## Requirement
Copy every entry precisely.

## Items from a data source
((

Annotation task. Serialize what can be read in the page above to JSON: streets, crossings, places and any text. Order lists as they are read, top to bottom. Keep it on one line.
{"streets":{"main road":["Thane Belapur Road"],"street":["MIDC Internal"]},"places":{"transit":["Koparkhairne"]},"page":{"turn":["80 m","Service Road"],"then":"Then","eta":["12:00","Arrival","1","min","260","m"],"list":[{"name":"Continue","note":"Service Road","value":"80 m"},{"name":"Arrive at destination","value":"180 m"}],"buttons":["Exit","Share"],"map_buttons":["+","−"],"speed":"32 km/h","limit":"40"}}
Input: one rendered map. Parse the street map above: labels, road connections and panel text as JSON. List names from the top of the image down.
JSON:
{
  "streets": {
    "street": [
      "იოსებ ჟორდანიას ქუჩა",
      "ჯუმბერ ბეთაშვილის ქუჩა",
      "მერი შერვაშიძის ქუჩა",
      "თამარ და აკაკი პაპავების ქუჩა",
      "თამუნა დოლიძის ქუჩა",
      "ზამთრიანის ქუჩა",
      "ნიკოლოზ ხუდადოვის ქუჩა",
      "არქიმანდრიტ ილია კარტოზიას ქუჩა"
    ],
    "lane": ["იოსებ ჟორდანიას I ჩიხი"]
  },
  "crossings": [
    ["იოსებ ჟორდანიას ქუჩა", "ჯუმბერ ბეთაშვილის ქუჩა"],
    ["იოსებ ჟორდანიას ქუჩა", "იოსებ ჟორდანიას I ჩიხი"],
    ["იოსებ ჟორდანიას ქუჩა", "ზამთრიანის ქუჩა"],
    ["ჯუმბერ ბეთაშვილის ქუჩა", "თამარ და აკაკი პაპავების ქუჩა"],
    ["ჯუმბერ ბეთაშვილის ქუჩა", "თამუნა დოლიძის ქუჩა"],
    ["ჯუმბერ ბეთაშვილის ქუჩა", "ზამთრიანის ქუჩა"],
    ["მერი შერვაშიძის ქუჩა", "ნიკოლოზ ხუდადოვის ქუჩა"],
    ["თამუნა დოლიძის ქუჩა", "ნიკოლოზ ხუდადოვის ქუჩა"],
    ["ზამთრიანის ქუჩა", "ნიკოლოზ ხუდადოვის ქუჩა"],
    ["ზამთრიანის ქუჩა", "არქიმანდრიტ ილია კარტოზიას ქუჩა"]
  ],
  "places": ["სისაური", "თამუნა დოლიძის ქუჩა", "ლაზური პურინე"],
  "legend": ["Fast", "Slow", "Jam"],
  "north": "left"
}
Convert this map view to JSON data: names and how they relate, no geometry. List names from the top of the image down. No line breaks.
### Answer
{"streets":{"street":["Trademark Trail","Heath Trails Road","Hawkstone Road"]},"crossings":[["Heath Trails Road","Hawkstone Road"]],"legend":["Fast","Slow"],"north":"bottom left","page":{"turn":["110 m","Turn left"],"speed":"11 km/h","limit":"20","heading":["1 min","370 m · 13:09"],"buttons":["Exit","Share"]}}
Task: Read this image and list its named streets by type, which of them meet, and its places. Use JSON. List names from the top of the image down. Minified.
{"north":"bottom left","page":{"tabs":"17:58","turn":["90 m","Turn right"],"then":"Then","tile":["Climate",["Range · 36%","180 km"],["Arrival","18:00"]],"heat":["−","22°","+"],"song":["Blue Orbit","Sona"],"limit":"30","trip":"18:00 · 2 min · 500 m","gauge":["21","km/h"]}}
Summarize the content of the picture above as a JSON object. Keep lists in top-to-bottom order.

))

## Solution to this problem
Annotation task. Serialize what can be read in the page above to JSON: streets, crossings, places and any text. Order lists as they are read, top to bottom. Keep it on one line.
{"streets":{"main road":["Thane Belapur Road"],"street":["MIDC Internal"]},"places":{"transit":["Koparkhairne"]},"page":{"turn":["80 m","Service Road"],"then":"Then","eta":["12:00","Arrival","1","min","260","m"],"list":[{"name":"Continue","note":"Service Road","value":"80 m"},{"name":"Arrive at destination","value":"180 m"}],"buttons":["Exit","Share"],"map_buttons":["+","−"],"speed":"32 km/h","limit":"40"}}
Input: one rendered map. Parse the street map above: labels, road connections and panel text as JSON. List names from the top of the image down.
JSON:
{
  "streets": {
    "street": [
      "იოსებ ჟორდანიას ქუჩა",
      "ჯუმბერ ბეთაშვილის ქუჩა",
      "მერი შერვაშიძის ქუჩა",
      "თამარ და აკაკი პაპავების ქუჩა",
      "თამუნა დოლიძის ქუჩა",
      "ზამთრიანის ქუჩა",
      "ნიკოლოზ ხუდადოვის ქუჩა",
      "არქიმანდრიტ ილია კარტოზიას ქუჩა"
    ],
    "lane": ["იოსებ ჟორდანიას I ჩიხი"]
  },
  "crossings": [
    ["იოსებ ჟორდანიას ქუჩა", "ჯუმბერ ბეთაშვილის ქუჩა"],
    ["იოსებ ჟორდანიას ქუჩა", "იოსებ ჟორდანიას I ჩიხი"],
    ["იოსებ ჟორდანიას ქუჩა", "ზამთრიანის ქუჩა"],
    ["ჯუმბერ ბეთაშვილის ქუჩა", "თამარ და აკაკი პაპავების ქუჩა"],
    ["ჯუმბერ ბეთაშვილის ქუჩა", "თამუნა დოლიძის ქუჩა"],
    ["ჯუმბერ ბეთაშვილის ქუჩა", "ზამთრიანის ქუჩა"],
    ["მერი შერვაშიძის ქუჩა", "ნიკოლოზ ხუდადოვის ქუჩა"],
    ["თამუნა დოლიძის ქუჩა", "ნიკოლოზ ხუდადოვის ქუჩა"],
    ["ზამთრიანის ქუჩა", "ნიკოლოზ ხუდადოვის ქუჩა"],
    ["ზამთრიანის ქუჩა", "არქიმანდრიტ ილია კარტოზიას ქუჩა"]
  ],
  "places": ["სისაური", "თამუნა დოლიძის ქუჩა", "ლაზური პურინე"],
  "legend": ["Fast", "Slow", "Jam"],
  "north": "left"
}
Convert this map view to JSON data: names and how they relate, no geometry. List names from the top of the image down. No line breaks.
### Answer
{"streets":{"street":["Trademark Trail","Heath Trails Road","Hawkstone Road"]},"crossings":[["Heath Trails Road","Hawkstone Road"]],"legend":["Fast","Slow"],"north":"bottom left","page":{"turn":["110 m","Turn left"],"speed":"11 km/h","limit":"20","heading":["1 min","370 m · 13:09"],"buttons":["Exit","Share"]}}
Task: Read this image and list its named streets by type, which of them meet, and its places. Use JSON. List names from the top of the image down. Minified.
{"north":"bottom left","page":{"tabs":"17:58","turn":["90 m","Turn right"],"then":"Then","tile":["Climate",["Range · 36%","180 km"],["Arrival","18:00"]],"heat":["−","22°","+"],"song":["Blue Orbit","Sona"],"limit":"30","trip":"18:00 · 2 min · 500 m","gauge":["21","km/h"]}}
Summarize the content of the picture above as a JSON object. Keep lists in top-to-bottom order.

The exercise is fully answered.